Tesla Stock Target Cuts Due To SolarCity Deal Starting To Come In

It rather sounds like Osborne’s biggest concern is actually with Tesla itself rather than SolarCity, although he hasn’t made any changes to the Tesla side of the equation. He’s still modeling for a ramp of early Model 3 sales in the first half of 2018, but he’s starting to be concerned that this is too ambitious because of the lack of announcements regarding prototypes, suppliers ramping, or other details. Also he notes that the previous ramps and production delays on the Model S and Model X could mean that delivering the Model 3 by 2018 is just too ambitious of a target

The Cowen analyst added that the Gigafactory is a key piece of the puzzle and for Tesla to become cash flow positive, so he will be monitoring the factory’s ramp.
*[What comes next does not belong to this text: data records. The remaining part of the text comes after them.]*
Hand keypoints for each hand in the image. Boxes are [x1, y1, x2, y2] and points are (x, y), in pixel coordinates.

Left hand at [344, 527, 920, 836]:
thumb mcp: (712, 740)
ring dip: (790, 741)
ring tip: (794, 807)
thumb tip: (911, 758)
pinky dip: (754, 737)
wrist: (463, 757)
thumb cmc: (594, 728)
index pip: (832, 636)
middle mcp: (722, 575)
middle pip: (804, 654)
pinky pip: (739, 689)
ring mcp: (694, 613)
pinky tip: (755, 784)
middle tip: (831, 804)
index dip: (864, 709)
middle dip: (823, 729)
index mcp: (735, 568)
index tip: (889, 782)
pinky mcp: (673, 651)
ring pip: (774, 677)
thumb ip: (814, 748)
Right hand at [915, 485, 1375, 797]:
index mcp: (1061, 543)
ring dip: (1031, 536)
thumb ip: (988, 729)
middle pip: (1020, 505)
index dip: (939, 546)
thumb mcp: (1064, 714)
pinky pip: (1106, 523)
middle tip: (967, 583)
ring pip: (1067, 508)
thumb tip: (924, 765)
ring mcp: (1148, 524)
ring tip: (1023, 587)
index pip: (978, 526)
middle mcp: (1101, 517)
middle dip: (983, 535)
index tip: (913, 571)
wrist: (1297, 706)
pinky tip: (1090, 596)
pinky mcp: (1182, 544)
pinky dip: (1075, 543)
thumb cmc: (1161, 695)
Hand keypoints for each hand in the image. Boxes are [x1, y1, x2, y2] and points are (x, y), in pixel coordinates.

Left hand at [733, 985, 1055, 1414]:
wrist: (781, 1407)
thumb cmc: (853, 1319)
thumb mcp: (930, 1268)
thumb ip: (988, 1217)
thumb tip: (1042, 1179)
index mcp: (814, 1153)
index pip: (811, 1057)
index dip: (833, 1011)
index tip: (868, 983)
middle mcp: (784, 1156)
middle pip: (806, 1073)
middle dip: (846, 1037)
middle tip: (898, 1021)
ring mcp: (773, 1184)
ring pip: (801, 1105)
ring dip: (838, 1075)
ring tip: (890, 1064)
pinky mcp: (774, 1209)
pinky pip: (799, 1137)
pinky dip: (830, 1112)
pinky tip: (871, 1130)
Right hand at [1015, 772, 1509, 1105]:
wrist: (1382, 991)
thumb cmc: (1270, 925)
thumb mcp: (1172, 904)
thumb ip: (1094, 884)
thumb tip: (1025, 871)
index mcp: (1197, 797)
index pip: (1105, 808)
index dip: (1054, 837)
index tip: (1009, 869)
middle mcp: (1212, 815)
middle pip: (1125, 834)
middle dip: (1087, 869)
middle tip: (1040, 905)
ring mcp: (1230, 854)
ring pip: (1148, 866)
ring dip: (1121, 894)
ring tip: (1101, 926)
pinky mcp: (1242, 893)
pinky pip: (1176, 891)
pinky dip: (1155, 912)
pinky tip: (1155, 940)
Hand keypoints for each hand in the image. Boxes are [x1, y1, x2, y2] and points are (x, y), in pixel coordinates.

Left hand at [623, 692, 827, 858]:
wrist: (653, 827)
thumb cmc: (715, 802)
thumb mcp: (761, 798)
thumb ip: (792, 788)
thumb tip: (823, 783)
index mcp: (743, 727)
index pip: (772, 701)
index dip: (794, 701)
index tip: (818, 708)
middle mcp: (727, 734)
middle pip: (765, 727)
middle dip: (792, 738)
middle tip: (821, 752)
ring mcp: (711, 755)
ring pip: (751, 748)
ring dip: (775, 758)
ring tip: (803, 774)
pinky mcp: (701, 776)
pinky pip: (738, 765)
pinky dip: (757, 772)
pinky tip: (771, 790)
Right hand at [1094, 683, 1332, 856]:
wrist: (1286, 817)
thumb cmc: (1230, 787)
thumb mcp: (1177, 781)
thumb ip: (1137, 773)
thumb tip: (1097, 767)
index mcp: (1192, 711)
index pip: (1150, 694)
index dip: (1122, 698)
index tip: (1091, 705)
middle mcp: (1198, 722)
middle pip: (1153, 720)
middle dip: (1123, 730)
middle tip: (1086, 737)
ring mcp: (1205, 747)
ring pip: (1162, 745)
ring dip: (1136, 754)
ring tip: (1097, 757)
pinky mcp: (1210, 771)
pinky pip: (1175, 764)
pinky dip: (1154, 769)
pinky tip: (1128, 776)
So far, the automaker has spent $504.3 million in capital expenditures on the Gigafactory, which is only 25% of the expected total, so Osborne would like to see signs that the company’s partners are indeed ramping on the other $2 billion to $3 billion. He also warns that if battery costs remain at around $200 per kilowatt-hour when the company is targeting $100 per kilowatt-hour, he doesn’t see how it’s possible to reach a 20% gross margin for the Model 3.

Further, he’s concerned about the many EVs from competitors that will be landing on the market within the next one to three years.